Just kidding. I think the three most important pieces of advices I can give are:

  1. Manage your time like crazy. You need to be super organized about all of your duties at the university and at work to ensure nothing falls through the cracks. When you have such little spare time, it’s hard to get back on track if you fall behind, so avoid falling behind in the first place. Schedule everything on your calendar—it really helps.
  2. Manage expectations with your team lead regarding the work-studies balance, and notify them in advance of exams if you’ll need time off to study. That way, they’ll have plenty of time to plan accordingly.
  3. Don’t forget to take a break every once in a while, and have a night off for family, friends, and hobbies. This will help you avoid burnout.

Q: What advice do you have for computer science students struggling to find their niche?

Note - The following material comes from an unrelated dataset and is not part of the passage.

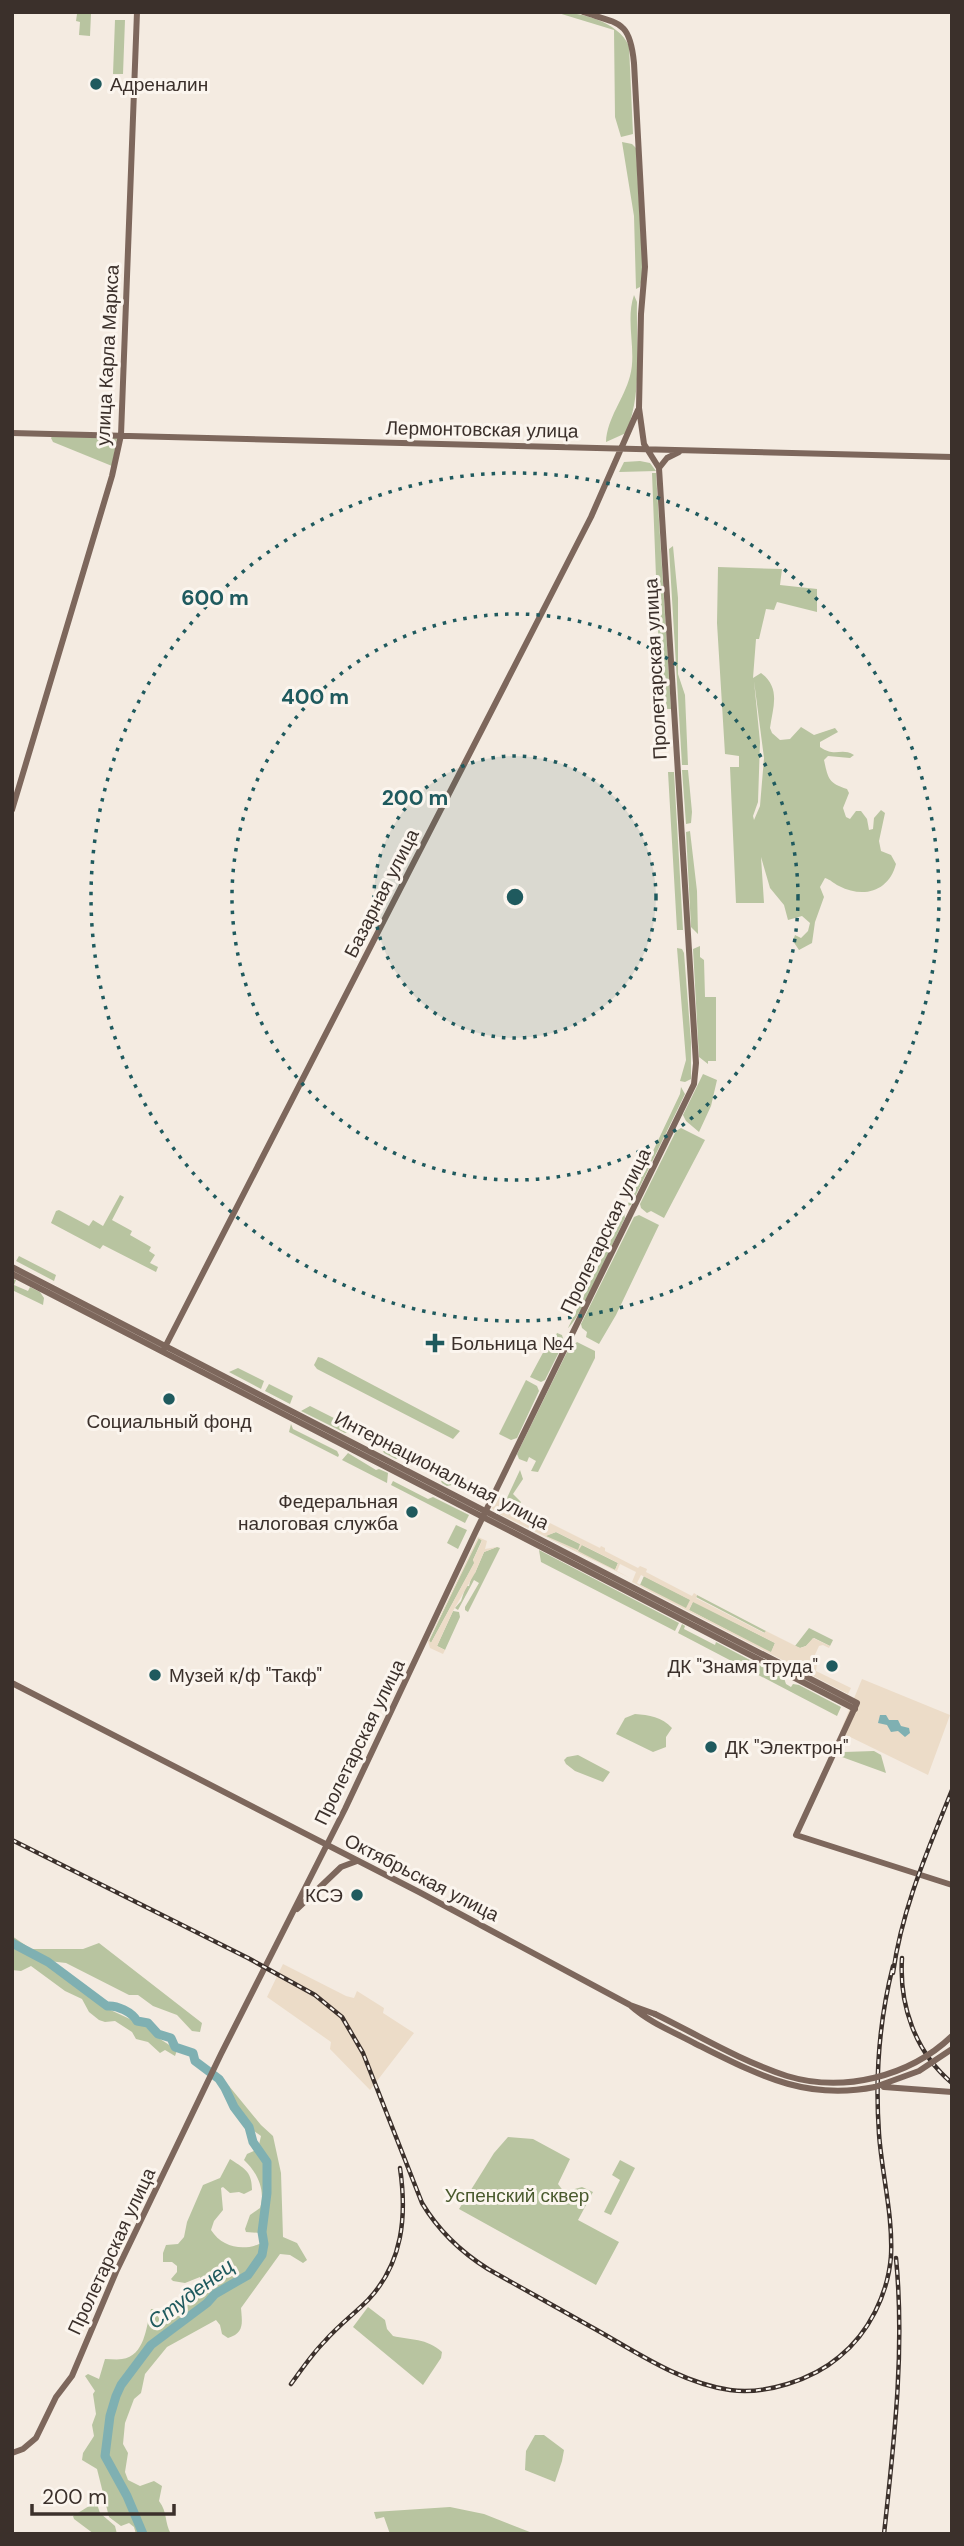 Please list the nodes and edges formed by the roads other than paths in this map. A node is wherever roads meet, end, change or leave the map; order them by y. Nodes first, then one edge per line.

First of all, remember that those who are truly great at their job are those who love doing it. It’s also important to identify your strengths and consider how you can translate those skills into your future work.

It’s easy to get lost within all the possibilities, but try not to rule something out before you’ve really tried it. Take courses in subjects that interest you, or simply start reading about them and study independently. Then, start narrowing down your options by eliminating subjects you found no interest in. And when you do find your niche, remember that your work is not done. You need to grow within it. There is always more to learn.

Q: How have you been staying sane in quarantine?

Zoom meetings with family and friends have been a huge help! I’ve also been trying new wines and keeping myself entertained with TV, cooking, and baking—and also working on finishing my degree, which I finally completed this month! When you are busy, it becomes easier.

Q: Have you developed any new hobbies or habits that you’d like to share?

I started doing yoga, and waking up even earlier to do some more reading. I’ve also tried a ton of cookie dough recipes. I’m still trying to find the best cookie dough ever, but this is still an ongoing quest.

Q: Do you have any tips for staying productive while working from home?

Maintain the routine you had as if you were going to the office. Waking up at the same time every day and never staying in your pajamas is a good start. Making time for workouts and taking breaks is really important. On the Claroty Research Team, we’ve kept doing our regular coffee breaks together via Zoom, and that’s been really helpful as well.

Q: What’s a fun fact about you many people may not know?

I’m obsessed with bubble wrap! Luckily, I recently moved to a new place, so I’m stocked up on it.

Q: When we’re able to safely travel again, what’s the first place you’d like to go?

There are so many places I want to go to! I had a scuba diving trip in the Maldives planned with some friends, but we had to cancel it because of COVID-19. So either a good scuba diving destination, or Argentina, which was supposed to be my post-degree vacation.

Q: You’re based in Israel. Do you have any favorite attractions/sites/nature/etc you recommend everyone should check out when visiting your country?

When talking about food—because obviously, food is an attraction—definitely visit Tel Aviv and Jerusalem, which have great restaurants and amazing food tours in the markets. If you are into nature and love greenery, visit Golan Heights and Galilee. Amazing views, waterfalls and lakes, and also lots of wineries. For desert views, check out Makhtesh Ramon.